Figure 4. General configuration of the facilities for realistic experiments.

The IMU device employed was designed with one sensor module, from Tjacket company [28]. The integrated device mainly includes the core sensor module and a power supply. The predominant sensor module, as shown in the circuit block diagram in Figure 5, was implemented primarily by an Invensense MPU-6500 [29], a 6-axis—3 for gyroscope and 3 for accelerator—motion tracking component. To cope with the need for real-time application, a design of the sensor module was intentionally adopted. Raw sampled data are cropped from the device at a constant 20 Hz sampling rate without any denoising process. The sparse filtering-free raw sampling scheme shows its promising tendency in terms of reducing the processing load of the IMU device, with respect to the real-time response delay, and with regard to the energy expenditure. A typical installation of the device is shown in Figure 6. A Bluetooth module was incorporated within the device for communication with the mobile phone. The hardware specifications of the mobile phone and the desktop computer are listed in Table 1.

Figure 5. Circuit block diagram of the IMU sensor module.

Figure 6. Installation of the IMU device.

Table 1. Specifications of the mobile phone and the desktop computer.
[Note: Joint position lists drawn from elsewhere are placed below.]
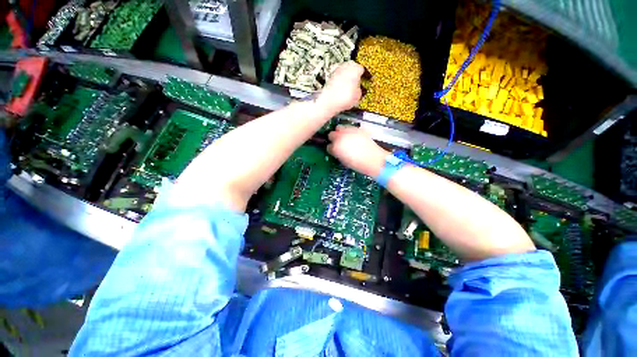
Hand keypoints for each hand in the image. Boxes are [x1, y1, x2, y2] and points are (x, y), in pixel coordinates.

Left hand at [317, 61, 364, 111]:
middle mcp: (346, 65)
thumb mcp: (358, 96)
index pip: (364, 70)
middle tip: (359, 84)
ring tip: (351, 88)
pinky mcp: (330, 77)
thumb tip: (360, 89)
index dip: (366, 76)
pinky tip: (343, 90)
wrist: (329, 102)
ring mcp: (337, 70)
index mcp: (356, 67)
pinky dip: (342, 83)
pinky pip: (339, 79)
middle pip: (354, 69)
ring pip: (346, 73)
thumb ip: (361, 89)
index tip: (368, 80)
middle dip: (356, 76)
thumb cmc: (345, 97)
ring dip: (348, 79)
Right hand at [327, 125, 387, 176]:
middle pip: (331, 134)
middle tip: (338, 143)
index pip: (328, 146)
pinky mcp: (357, 128)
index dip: (331, 149)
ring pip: (339, 127)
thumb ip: (337, 153)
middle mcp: (340, 136)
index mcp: (335, 147)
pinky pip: (349, 128)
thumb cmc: (357, 164)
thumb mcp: (343, 161)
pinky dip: (349, 131)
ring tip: (345, 138)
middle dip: (333, 138)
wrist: (373, 159)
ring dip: (340, 132)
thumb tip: (335, 150)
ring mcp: (349, 131)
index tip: (334, 151)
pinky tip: (353, 137)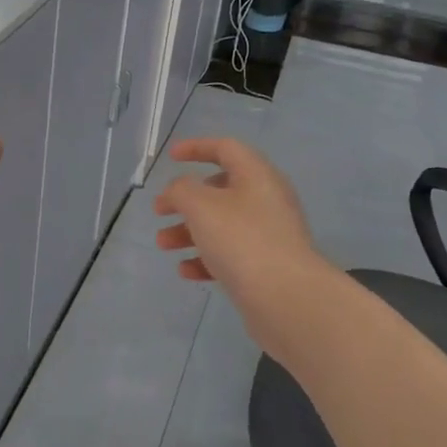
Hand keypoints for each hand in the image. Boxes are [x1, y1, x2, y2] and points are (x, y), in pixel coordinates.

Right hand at [153, 137, 322, 307]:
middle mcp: (266, 200)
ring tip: (163, 244)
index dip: (196, 147)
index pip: (226, 148)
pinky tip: (186, 270)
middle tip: (160, 210)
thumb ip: (181, 190)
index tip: (170, 157)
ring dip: (188, 231)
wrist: (286, 298)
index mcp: (256, 176)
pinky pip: (230, 254)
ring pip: (221, 224)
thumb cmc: (241, 240)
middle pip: (220, 189)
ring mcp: (268, 235)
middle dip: (185, 199)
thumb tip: (179, 191)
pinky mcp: (266, 266)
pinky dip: (205, 258)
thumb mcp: (201, 206)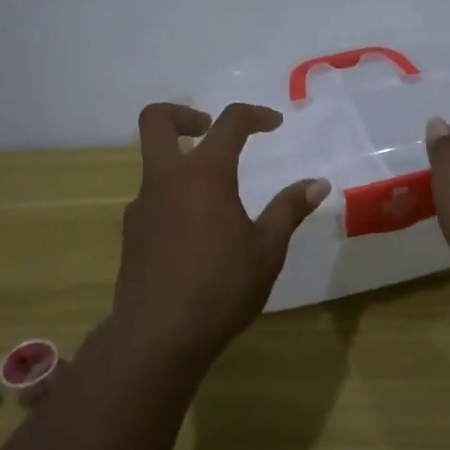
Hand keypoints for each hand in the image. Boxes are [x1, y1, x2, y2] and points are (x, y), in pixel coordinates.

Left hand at [113, 102, 328, 368]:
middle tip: (208, 128)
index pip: (229, 122)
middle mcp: (166, 179)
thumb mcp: (267, 249)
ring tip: (215, 198)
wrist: (157, 336)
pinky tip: (195, 235)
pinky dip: (173, 198)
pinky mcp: (131, 233)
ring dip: (180, 163)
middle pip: (156, 120)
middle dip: (183, 114)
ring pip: (153, 163)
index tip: (274, 124)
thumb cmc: (221, 288)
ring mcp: (142, 205)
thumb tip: (318, 183)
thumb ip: (289, 209)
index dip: (255, 115)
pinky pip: (152, 199)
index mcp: (204, 174)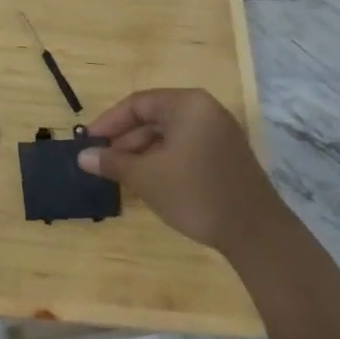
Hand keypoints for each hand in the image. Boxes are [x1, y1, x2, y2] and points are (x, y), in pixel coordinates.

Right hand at [78, 88, 285, 254]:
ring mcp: (220, 134)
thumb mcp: (146, 177)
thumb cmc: (196, 193)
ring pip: (169, 135)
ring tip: (120, 174)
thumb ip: (112, 162)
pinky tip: (148, 181)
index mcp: (188, 105)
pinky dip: (163, 160)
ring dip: (142, 152)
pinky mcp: (227, 156)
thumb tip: (82, 156)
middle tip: (102, 160)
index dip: (108, 123)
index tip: (88, 142)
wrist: (257, 234)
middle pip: (154, 117)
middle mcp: (206, 111)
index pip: (137, 104)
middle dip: (125, 139)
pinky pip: (185, 148)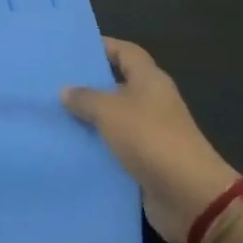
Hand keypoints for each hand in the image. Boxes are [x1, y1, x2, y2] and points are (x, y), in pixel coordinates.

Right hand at [61, 38, 240, 242]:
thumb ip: (85, 98)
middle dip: (89, 85)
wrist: (187, 196)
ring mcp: (150, 132)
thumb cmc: (149, 138)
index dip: (101, 47)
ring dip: (90, 120)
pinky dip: (97, 147)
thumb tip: (65, 90)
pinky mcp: (146, 161)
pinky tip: (70, 148)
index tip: (72, 50)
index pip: (124, 51)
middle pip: (117, 85)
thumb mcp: (109, 111)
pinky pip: (116, 147)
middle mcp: (152, 101)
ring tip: (55, 116)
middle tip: (55, 84)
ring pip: (114, 118)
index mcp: (149, 79)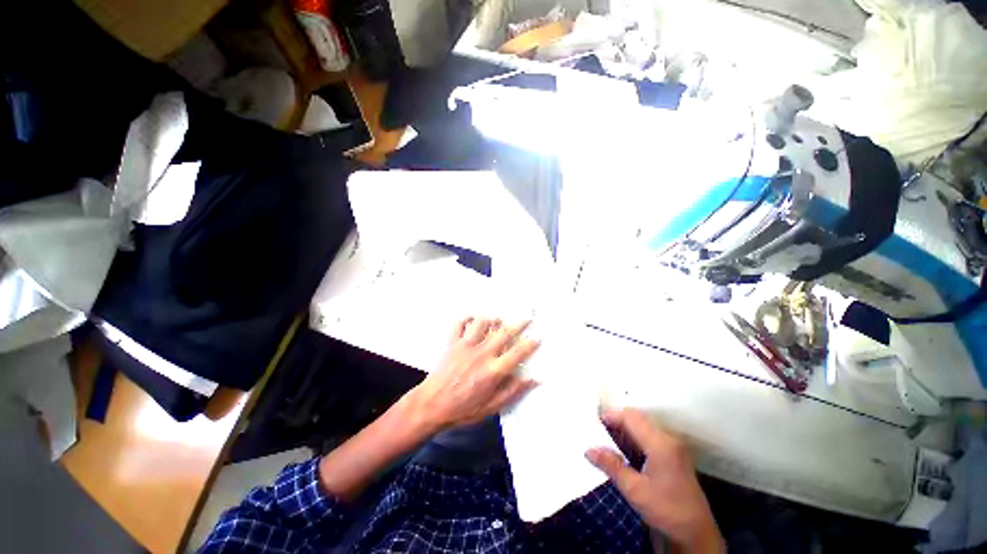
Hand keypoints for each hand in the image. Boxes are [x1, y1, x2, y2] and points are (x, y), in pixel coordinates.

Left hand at [408, 317, 539, 431]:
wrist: (431, 406)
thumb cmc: (463, 410)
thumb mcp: (491, 408)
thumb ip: (513, 391)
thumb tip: (534, 379)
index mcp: (493, 371)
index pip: (517, 353)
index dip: (530, 343)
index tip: (538, 336)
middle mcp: (482, 353)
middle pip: (504, 332)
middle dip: (519, 323)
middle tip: (528, 318)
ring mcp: (466, 345)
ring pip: (483, 322)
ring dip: (493, 319)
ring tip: (498, 320)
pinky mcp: (452, 342)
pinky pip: (460, 323)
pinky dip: (468, 318)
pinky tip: (473, 320)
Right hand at [586, 409, 723, 553]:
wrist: (696, 535)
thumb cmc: (666, 510)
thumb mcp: (635, 490)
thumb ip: (611, 466)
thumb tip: (589, 450)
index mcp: (660, 443)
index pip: (631, 417)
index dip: (611, 416)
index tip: (593, 423)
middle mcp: (668, 438)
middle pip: (637, 418)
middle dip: (616, 421)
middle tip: (597, 431)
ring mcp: (673, 446)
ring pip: (643, 426)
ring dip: (624, 429)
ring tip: (605, 439)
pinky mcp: (673, 454)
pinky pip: (649, 436)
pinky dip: (633, 437)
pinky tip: (622, 449)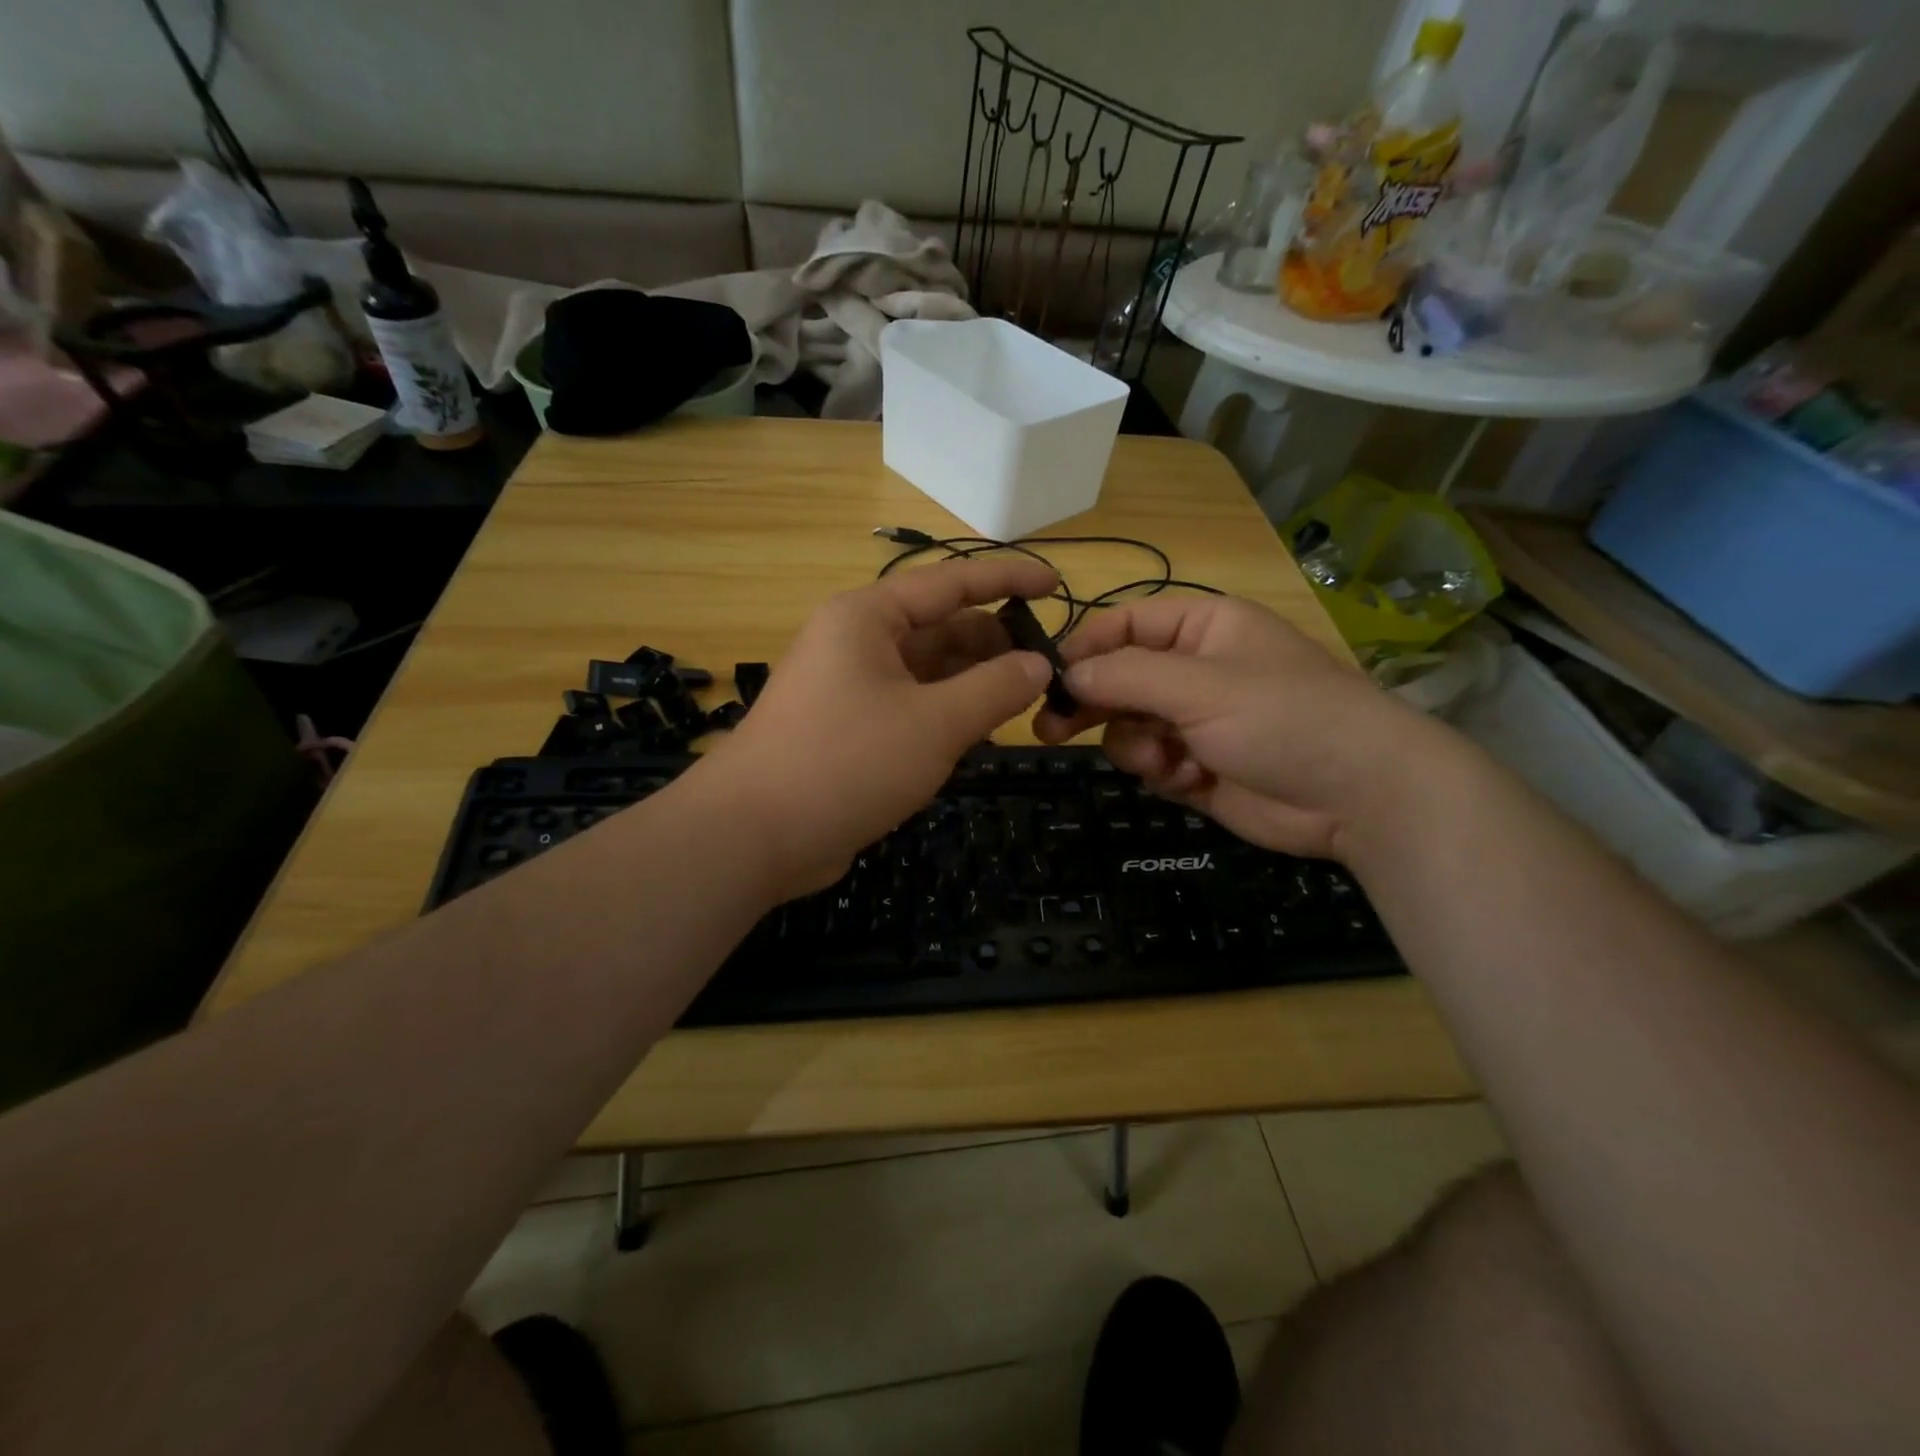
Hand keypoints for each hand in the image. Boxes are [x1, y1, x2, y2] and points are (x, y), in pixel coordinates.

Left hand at [696, 557, 1057, 897]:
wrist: (754, 835)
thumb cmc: (847, 763)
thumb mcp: (934, 724)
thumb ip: (994, 689)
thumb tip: (1039, 664)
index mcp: (868, 618)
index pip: (951, 581)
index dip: (1008, 579)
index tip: (1057, 586)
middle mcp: (856, 642)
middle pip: (940, 628)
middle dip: (994, 644)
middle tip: (1048, 669)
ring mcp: (849, 687)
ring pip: (926, 671)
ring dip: (973, 683)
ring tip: (1025, 701)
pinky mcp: (847, 729)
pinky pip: (909, 706)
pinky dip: (946, 714)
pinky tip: (980, 733)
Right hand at [1033, 595, 1439, 860]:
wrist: (1358, 796)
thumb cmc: (1282, 718)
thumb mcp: (1200, 686)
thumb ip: (1125, 676)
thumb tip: (1066, 674)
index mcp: (1203, 628)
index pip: (1125, 624)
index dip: (1085, 648)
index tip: (1049, 679)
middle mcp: (1195, 670)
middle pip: (1119, 679)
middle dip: (1092, 705)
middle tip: (1051, 730)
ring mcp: (1196, 721)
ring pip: (1129, 727)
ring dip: (1136, 746)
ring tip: (1164, 761)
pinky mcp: (1197, 767)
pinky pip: (1151, 763)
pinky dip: (1162, 773)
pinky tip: (1191, 779)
With respect to the software modules, the remote data acquisition and MPU-6500 setup were first implemented in the mobile phone as ground primitives. As expected, the body motion of a volunteer would be primarily measured based on the acceleration in the direction of the frontal axis, which is fixed to the coordinate defined in configuration I in Figure 4. Due to the arbitrary orientation of the installed IMU device, an alignment procedure was coded into the data acquisition module as a calibration function. The calibration simply aligned the gravity direction measured upon installation with the frontal direction. It is necessary to perform a calibration before each new installation in order to achieve precise data acquisition.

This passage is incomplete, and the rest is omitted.